Throughout these iterations, MNSU used the reports for a variety of applications successfully, including collection development and for accreditation, but they realized the reports would have more impact if more people could interact with them. They focused increasingly on how to develop interactive reports, first in Excel, then in Power BI. Power BI is used across the MNSU campus to analyze institutional research data. University administrators, department chairs, and others use Power BI to extract information about enrollments, completion, and so on, so there is already a user base including the best possible target audience. The Power BI interface is interactive, device agnostic, and fairly intuitive. Power BI also improves production efficiency. By implementing Power BI, the CMT team was able to take advantage of a new approach to data design, reducing the number of steps to create reports. Power BI provides clear advantages over the team’s previous solutions in Excel, Tableau, and Python.

Gustafson-Sundell mentioned there would not be time enough in the presentation to demonstrate the data processing steps, but he referred the audience to instructions.^³ The essential concern is to match any number of journal data sources to a “key list.” A key list provides the central connection between any number of match lists.

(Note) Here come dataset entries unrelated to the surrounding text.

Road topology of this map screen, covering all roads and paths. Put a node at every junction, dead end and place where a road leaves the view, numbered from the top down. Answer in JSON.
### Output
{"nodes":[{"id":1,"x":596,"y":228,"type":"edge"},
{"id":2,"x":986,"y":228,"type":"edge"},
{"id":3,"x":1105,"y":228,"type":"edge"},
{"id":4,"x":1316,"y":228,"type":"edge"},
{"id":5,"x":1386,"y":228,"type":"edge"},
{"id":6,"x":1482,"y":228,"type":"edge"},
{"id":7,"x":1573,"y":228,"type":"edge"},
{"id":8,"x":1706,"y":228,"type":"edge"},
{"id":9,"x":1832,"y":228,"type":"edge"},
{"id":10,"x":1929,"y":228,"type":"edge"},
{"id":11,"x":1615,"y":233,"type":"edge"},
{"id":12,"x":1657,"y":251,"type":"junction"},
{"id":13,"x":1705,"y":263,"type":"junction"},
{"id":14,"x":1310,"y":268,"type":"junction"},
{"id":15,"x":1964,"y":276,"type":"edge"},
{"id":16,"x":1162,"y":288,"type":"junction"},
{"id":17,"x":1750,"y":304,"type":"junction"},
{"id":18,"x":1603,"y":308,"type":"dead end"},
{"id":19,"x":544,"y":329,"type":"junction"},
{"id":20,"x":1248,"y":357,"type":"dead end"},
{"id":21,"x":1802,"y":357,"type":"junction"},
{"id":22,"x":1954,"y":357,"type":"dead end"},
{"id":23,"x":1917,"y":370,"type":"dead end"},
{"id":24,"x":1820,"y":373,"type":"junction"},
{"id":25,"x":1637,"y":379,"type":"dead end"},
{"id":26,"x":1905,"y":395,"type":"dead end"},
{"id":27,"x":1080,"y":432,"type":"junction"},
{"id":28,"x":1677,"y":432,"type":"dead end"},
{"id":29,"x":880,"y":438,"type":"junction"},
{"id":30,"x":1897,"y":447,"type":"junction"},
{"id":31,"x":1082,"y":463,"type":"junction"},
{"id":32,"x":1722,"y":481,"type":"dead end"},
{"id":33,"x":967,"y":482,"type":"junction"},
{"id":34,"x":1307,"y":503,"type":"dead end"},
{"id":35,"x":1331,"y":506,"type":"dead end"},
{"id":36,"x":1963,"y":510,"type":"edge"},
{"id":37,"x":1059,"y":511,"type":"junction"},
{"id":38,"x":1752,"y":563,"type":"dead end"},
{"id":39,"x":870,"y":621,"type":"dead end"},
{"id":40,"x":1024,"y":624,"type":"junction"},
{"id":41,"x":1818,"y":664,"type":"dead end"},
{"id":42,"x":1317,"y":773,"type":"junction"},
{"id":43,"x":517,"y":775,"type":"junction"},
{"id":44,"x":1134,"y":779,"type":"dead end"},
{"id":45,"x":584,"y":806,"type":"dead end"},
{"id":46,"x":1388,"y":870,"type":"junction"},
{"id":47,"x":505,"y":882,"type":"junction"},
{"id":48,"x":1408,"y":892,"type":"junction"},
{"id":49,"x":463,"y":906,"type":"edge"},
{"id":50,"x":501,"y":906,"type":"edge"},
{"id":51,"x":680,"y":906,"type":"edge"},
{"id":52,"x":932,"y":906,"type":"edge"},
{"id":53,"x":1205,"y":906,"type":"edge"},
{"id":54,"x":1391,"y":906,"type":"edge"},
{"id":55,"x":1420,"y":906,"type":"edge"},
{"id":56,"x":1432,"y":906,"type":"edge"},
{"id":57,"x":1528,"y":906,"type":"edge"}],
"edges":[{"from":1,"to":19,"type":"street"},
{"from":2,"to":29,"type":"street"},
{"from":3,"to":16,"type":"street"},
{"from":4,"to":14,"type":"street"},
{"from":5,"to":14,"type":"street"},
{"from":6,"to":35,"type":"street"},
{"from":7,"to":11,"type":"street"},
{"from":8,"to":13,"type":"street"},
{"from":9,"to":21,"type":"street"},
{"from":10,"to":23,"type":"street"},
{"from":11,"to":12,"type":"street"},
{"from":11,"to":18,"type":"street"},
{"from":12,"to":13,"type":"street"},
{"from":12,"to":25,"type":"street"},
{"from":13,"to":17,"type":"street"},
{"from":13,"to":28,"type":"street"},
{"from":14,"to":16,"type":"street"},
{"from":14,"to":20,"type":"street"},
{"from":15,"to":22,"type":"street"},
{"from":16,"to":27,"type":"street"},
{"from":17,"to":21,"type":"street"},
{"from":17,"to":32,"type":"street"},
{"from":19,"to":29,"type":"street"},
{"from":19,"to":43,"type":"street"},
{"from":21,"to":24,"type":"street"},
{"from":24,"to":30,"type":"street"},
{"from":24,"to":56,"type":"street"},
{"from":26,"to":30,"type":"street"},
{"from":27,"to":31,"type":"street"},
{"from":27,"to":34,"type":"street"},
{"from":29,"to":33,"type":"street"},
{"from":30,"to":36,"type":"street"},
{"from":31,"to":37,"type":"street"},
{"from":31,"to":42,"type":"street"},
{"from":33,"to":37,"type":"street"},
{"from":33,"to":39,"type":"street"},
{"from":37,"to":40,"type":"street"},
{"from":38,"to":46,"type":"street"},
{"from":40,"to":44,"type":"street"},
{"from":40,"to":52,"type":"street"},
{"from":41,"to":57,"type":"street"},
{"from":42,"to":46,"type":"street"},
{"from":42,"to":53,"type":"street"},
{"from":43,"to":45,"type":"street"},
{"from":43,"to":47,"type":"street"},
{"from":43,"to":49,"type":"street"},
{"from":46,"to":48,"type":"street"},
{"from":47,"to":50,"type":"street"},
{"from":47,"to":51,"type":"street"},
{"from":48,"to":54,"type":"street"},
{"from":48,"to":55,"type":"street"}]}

To combine data in Power BI, Microsoft encourages developers to use a “star schema” as a data model. In a star schema, there is one table at the center of the star serving as the junction for other tables, which are the points of the star. A star schema is just like a key list surrounded by match lists. In other words, any library could develop reports of the same depth and breadth as MNSU as easily by using the same or similar methods.

Gustafson-Sundell moved on to describe some problems encountered by the team in early versions of the implementation. Because the team could already combine numerous data sources, they did not start simply. They started with a large number of data sources and complex interrelationships in the data. It has taken time to get a handle on how the reports could yield false or confusing information in some circumstances. Filters can be especially problematic, depending on the filter and how the data sources are related. Gustafson-Sundell provided two examples, the first showing how results could be over-filtered accidentally, and the second showing how results could be multiplied accidentally. The team has simplified the data relationships and reduced the number of filters so that users can interact with the data with more assurance of accurate results. In some cases, they have made the decision to continue providing filters that could yield false results if used incorrectly, but they have added instructions within the reports to reduce this risk.

Gustafson-Sundell concluded by saying it is easy to get started using Power BI. There are abundant resources for learning.

Use Cases & Future Directions

Rusch described the audience for the CPBI, which includes academic departments, university administration, librarian liaisons to the academic departments, and the library journal collection development committee. Academic departments can use the CPBI as the basis for accreditation reports and collection development discussions. Deans and others can learn more about the value of the library and how students use the library. Librarian liaisons can use the CPBI to support collection development, accreditation, and instruction. In addition, members of the library journal collection development committee refer to the CPBI often as they pursue their work. The CPBI continues to evolve as the CMT team receives feedback from users.

Use Cases

Rusch described four use cases for the CPBI: the accreditor visit, the department meeting, the package renewal, and the new program, followed by an outline of future directions. Earlier iterations of MNSU collection analysis reports contributed to previous accreditation successes, including positive comments specifically about the library and the journal collection, but the CPBI has improved how the library responds to accreditation needs. In the past year, the MNSU library’s liaison to the Construction Management program, Heidi Southworth, was given two weeks’ notice to prepare a Zoom presentation to accreditors from the American Council for Construction Education. She developed the presentation including details about her library instruction, lists of relevant resources, and information drawn from the CPBI. For example, in the CPBI, she filtered on the subject building and construction. She found that the library supplies current access to forty-one of the forty-eight titles in the top quartile of the subject, so she was able to demonstrate adequate, or possibly superior, journal supply of high-quality journals for the program. Furthermore, when the accreditors visited campus and showed up at the library unannounced, Southworth was able to meet them and answer their impromptu questions utilizing the CPBI to look up relevant information in real-time. In the accreditation report, the reviewers praised Southworth and the library. They said they especially appreciated the journal data.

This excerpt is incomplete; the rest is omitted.